TULSA, Okla. — It seemed like 2000 again in Akron, Ohio, on Sunday, when Tiger Woods won the Bridgestone Invitational by eight strokes, lapping the field at Firestone Country Club. It was the sixth time he's won on Firestone's South Course.
"This may be my home away from home," Woods said after his bogey-free final round of 65.
In fact he could say that about several of the PGA Tour's venues. Woods, who will defend his title at the PGA Championship at Southern Hills this week, feels at home at Medinah Country Club outside Chicago, where he won the 1999 and 2006 PGA Championships. Augusta is Tiger's home away from home; he's won the Masters four times. La Jolla, Calif., is like home; he's won the Buick Invitational five times, including the last three straight. Orlando really is Tiger's home, not just because he won Bay Hill three straight years from 2000 to 2002. And on and on it goes. Pebble Beach was like home when he played the AT&T. Dublin, Ohio, was like home when Woods won the Memorial from 1999-2001.

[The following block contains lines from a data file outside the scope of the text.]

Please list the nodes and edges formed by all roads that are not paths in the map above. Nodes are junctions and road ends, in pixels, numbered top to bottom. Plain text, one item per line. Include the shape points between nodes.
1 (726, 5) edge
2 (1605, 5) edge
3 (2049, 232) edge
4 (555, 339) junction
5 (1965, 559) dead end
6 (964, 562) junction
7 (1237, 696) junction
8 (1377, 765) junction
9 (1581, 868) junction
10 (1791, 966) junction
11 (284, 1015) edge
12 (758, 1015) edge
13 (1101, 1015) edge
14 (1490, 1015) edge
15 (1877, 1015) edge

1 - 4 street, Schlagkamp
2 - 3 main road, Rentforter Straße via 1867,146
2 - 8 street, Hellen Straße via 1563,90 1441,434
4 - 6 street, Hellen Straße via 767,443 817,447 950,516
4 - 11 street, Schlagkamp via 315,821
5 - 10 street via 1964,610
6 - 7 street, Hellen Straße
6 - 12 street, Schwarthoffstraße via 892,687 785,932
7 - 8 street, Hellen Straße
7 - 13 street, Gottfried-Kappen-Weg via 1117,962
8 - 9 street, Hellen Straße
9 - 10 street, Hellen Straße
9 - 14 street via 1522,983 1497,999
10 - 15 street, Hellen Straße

And no matter where he plays, he always has the biggest crowds cheering him on.
"Even the days when I haven't felt good about my game," Woods continued Sunday, "they're always out there supporting me [at Firestone]."

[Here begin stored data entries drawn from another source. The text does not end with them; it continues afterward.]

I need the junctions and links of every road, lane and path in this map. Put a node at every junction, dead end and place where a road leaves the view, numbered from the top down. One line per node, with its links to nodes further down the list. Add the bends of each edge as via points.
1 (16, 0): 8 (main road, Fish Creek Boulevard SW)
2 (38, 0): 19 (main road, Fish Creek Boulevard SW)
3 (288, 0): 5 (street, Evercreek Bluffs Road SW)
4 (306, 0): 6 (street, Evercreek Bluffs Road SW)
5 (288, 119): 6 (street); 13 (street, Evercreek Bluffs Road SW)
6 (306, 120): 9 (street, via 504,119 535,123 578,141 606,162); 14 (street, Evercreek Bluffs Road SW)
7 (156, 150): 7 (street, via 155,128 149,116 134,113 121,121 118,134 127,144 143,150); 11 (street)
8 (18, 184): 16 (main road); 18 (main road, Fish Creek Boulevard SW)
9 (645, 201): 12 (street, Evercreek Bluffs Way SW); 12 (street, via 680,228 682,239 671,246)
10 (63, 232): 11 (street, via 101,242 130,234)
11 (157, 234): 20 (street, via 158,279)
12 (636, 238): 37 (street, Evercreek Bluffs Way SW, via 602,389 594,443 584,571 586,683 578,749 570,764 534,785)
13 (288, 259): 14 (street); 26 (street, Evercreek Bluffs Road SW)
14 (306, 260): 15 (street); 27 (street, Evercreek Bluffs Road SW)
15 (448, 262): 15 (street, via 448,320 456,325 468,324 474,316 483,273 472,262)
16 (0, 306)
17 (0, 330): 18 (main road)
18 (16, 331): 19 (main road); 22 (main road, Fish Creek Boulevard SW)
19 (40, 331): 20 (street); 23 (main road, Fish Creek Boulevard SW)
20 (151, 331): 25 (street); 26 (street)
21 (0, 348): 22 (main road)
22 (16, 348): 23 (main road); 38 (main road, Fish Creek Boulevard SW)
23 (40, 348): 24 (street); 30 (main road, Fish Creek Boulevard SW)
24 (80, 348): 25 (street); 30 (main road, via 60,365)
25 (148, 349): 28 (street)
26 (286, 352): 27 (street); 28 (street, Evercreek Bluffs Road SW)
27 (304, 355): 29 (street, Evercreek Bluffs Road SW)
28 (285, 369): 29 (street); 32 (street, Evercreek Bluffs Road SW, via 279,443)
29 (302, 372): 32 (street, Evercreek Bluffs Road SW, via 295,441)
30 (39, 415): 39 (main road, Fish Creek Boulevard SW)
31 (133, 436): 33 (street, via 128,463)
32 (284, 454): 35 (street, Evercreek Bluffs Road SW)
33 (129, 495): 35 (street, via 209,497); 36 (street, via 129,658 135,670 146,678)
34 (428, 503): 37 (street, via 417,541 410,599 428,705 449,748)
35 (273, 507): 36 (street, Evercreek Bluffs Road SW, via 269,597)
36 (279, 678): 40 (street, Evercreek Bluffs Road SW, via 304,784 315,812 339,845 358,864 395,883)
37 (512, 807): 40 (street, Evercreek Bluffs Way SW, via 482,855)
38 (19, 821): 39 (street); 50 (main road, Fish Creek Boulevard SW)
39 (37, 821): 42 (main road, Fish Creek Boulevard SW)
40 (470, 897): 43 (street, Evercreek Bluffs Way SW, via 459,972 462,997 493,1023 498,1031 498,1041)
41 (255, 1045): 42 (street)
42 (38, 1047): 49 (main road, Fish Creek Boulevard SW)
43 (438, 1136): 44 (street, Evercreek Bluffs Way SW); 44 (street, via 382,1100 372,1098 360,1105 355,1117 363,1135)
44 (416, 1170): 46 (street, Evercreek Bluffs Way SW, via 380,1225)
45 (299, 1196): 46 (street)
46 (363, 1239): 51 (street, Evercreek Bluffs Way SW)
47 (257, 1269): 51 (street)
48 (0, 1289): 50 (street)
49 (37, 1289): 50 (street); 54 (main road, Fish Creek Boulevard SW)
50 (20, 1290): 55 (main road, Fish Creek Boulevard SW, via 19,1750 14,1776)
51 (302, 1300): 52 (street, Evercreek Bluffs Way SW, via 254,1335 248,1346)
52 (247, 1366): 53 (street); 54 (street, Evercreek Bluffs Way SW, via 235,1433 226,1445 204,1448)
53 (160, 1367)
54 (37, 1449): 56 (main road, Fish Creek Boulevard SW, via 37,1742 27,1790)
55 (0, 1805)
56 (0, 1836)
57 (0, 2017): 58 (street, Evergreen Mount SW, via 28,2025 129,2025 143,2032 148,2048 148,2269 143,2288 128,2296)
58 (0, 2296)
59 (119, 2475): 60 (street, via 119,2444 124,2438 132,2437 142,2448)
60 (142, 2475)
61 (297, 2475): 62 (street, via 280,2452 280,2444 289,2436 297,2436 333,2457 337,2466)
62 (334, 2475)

Did Woods not feel good about his game going into last week? He did afterward, but he's so mastered certain courses that he can win even without his A-game. He made no bogeys on Sunday, but he also made a par off some woman's rain poncho. That was the Tiger we remembered from the British Open at Carnoustie three weeks ago, when he had only fleeting control over his driver and, more alarmingly, his irons. He tied for 12th but never really contended. Before his dominant round Sunday, he hadn't won since May 6.
Southern Hills, which hosts its seventh major championship this week, has not exactly been a home away from home for Woods. He tied for 12th at the 2001 U.S. Open here, along with such other luminaries as Matt Gogel, Michael Allen and, ahem, Sergio Garcia. Among other features that don't necessarily favor Woods, Southern Hills has only two par-5s.
"It's not the longest course we play," said Stewart Cink, who finished third, one shot out of the playoff between winner Retief Goosen and Mark Brooks in 2001. "It's not a course that's about hitting your driver as far as you can hit it. It's winding, it's slopey, there are a lot of holes where you have to shape your shot around the dogleg. That's what's great about Southern Hills."
The course will play to a par 70 this week as opposed to a par 71, with some monstrously long par 4s. The greens will be different, most notably the 18th, which has been re-contoured after players complained about it in '01. But it's still Southern Hills, the kind of track that suits shot-shapers like Brooks and yes, Goosen, diminishing if not negating the usual advantage of Woods and the other long knockers. The course received 10 weeks of rain in the spring, which has given way to 100-degree temperatures and humidity this summer, which means the rough will be as gnarly as the PGA of America wants to make it.
Woods can win anywhere, as his 58 Tour victories attest, and he's hungry, having been skunked in the year's first three majors. He toured the Tulsa course last Tuesday before heading to Akron. Still, any number of players would seem to have a chance to win this week. Reigning U.S. Open champion Angel Cabrera tied for seventh in the '01 Open here, and he comes into this week with way more confidence than he had six years ago. Phil Mickelson, always an enigma, also tied for seventh, as did Vijay Singh, who finished second at the Canadian Open two weeks ago and has twice won the PGA. Garcia could contend again this week if he rediscovers the putting stroke he had at Carnoustie. Tom Lehman won a Tour Championship at Southern Hills.
Heck, even Rocco Mediate — yes, Rocco Mediate — has a chance. He was fourth here in '01. Chris DiMarco finished tied for 16th in '01 and needs a good showing in the final week to make the U.S. Presidents Cup team on points. He finally seems to be rounding into form with a tie for fourth at Firestone last week.
Alas, so much speculation could be a moot point. It's tempting to say this PGA is already over when a certain golfer starts winning tournaments by a touchdown and a two-point conversion. That's what Woods did during his jaw-droppingly dominant stretch of golf from 1999-2001. He won 22 tournaments over that span, but guess what tournament he didn't win during that magical run? Guess what ended his "Tiger Slam" run of four straight majors?
The 2001 U.S. Open. At Southern Hills.